» **DESCRIPTION OF THE TASK**: Below this sentence is a listing; return exactly its lines from the one with "c.strokeStyle = '#666';" to the one with "c.fillText('(АРТ.14071002)', 418, 943);", both kept, and nothing more.

--------------------

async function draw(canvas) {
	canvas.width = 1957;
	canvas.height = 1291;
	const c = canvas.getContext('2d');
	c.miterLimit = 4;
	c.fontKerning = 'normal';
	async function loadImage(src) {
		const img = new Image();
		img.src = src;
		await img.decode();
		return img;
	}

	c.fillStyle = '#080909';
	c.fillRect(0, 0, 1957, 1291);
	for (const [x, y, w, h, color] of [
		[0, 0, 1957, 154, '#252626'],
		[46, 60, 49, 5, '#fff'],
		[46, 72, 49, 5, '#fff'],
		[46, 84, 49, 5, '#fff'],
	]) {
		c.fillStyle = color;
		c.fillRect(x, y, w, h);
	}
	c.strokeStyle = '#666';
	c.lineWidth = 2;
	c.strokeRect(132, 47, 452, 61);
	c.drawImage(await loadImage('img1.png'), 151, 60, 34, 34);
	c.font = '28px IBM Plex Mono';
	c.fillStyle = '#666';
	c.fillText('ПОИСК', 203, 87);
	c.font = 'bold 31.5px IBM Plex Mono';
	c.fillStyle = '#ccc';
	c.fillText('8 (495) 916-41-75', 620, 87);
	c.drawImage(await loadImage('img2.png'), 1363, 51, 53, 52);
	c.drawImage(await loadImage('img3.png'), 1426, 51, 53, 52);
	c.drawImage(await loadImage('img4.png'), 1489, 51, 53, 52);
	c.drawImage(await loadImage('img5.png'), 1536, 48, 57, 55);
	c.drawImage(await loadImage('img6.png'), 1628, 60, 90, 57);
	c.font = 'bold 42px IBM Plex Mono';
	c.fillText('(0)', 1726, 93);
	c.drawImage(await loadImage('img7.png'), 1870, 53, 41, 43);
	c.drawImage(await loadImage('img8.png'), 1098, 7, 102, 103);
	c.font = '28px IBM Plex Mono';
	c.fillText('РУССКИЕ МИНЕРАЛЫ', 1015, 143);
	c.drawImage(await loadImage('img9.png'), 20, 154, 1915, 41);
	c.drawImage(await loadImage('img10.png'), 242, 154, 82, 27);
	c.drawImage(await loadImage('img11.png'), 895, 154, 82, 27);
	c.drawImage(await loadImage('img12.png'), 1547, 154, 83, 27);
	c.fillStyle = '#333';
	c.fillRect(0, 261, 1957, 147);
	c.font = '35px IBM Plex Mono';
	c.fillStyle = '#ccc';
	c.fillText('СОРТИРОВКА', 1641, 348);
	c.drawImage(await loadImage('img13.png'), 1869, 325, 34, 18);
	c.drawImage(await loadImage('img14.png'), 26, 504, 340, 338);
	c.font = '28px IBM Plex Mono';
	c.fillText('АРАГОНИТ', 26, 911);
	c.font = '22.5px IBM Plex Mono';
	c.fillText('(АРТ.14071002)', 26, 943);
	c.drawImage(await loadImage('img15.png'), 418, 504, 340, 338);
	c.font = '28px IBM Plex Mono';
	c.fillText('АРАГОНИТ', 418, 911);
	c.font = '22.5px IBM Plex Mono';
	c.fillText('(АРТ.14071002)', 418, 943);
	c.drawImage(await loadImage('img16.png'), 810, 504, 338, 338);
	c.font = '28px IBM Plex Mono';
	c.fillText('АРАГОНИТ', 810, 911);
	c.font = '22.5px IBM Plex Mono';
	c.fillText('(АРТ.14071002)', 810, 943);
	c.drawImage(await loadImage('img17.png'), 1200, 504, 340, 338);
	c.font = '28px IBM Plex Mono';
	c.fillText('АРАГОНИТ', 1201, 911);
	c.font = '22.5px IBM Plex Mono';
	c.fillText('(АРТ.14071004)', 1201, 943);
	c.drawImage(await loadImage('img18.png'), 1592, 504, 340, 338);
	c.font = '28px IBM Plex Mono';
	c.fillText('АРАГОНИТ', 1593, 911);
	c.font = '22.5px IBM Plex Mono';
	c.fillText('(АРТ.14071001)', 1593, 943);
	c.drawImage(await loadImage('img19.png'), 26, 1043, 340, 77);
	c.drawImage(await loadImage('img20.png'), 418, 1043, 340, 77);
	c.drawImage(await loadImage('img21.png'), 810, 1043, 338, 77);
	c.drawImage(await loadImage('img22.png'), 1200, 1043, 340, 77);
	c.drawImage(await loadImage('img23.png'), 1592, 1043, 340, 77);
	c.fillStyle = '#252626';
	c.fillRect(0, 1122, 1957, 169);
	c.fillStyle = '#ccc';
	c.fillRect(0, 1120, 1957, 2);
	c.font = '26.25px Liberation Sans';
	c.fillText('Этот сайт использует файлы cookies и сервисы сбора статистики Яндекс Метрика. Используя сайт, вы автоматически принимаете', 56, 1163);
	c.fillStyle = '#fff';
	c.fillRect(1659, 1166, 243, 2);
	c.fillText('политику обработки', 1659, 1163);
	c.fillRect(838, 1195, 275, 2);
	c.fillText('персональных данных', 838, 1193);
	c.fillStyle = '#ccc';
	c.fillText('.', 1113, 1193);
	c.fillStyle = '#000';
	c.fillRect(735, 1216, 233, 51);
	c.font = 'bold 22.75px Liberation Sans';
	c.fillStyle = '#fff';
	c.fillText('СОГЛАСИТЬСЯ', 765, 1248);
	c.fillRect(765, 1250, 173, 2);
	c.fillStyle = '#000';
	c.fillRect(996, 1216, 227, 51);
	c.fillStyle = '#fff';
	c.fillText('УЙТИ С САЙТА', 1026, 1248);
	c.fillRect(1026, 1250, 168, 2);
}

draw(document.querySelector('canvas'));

--------------------

» **EXERCISE ANSWER**:
	c.strokeStyle = '#666';
	c.lineWidth = 2;
	c.strokeRect(132, 47, 452, 61);
	c.drawImage(await loadImage('img1.png'), 151, 60, 34, 34);
	c.font = '28px IBM Plex Mono';
	c.fillStyle = '#666';
	c.fillText('ПОИСК', 203, 87);
	c.font = 'bold 31.5px IBM Plex Mono';
	c.fillStyle = '#ccc';
	c.fillText('8 (495) 916-41-75', 620, 87);
	c.drawImage(await loadImage('img2.png'), 1363, 51, 53, 52);
	c.drawImage(await loadImage('img3.png'), 1426, 51, 53, 52);
	c.drawImage(await loadImage('img4.png'), 1489, 51, 53, 52);
	c.drawImage(await loadImage('img5.png'), 1536, 48, 57, 55);
	c.drawImage(await loadImage('img6.png'), 1628, 60, 90, 57);
	c.font = 'bold 42px IBM Plex Mono';
	c.fillText('(0)', 1726, 93);
	c.drawImage(await loadImage('img7.png'), 1870, 53, 41, 43);
	c.drawImage(await loadImage('img8.png'), 1098, 7, 102, 103);
	c.font = '28px IBM Plex Mono';
	c.fillText('РУССКИЕ МИНЕРАЛЫ', 1015, 143);
	c.drawImage(await loadImage('img9.png'), 20, 154, 1915, 41);
	c.drawImage(await loadImage('img10.png'), 242, 154, 82, 27);
	c.drawImage(await loadImage('img11.png'), 895, 154, 82, 27);
	c.drawImage(await loadImage('img12.png'), 1547, 154, 83, 27);
	c.fillStyle = '#333';
	c.fillRect(0, 261, 1957, 147);
	c.font = '35px IBM Plex Mono';
	c.fillStyle = '#ccc';
	c.fillText('СОРТИРОВКА', 1641, 348);
	c.drawImage(await loadImage('img13.png'), 1869, 325, 34, 18);
	c.drawImage(await loadImage('img14.png'), 26, 504, 340, 338);
	c.font = '28px IBM Plex Mono';
	c.fillText('АРАГОНИТ', 26, 911);
	c.font = '22.5px IBM Plex Mono';
	c.fillText('(АРТ.14071002)', 26, 943);
	c.drawImage(await loadImage('img15.png'), 418, 504, 340, 338);
	c.font = '28px IBM Plex Mono';
	c.fillText('АРАГОНИТ', 418, 911);
	c.font = '22.5px IBM Plex Mono';
	c.fillText('(АРТ.14071002)', 418, 943);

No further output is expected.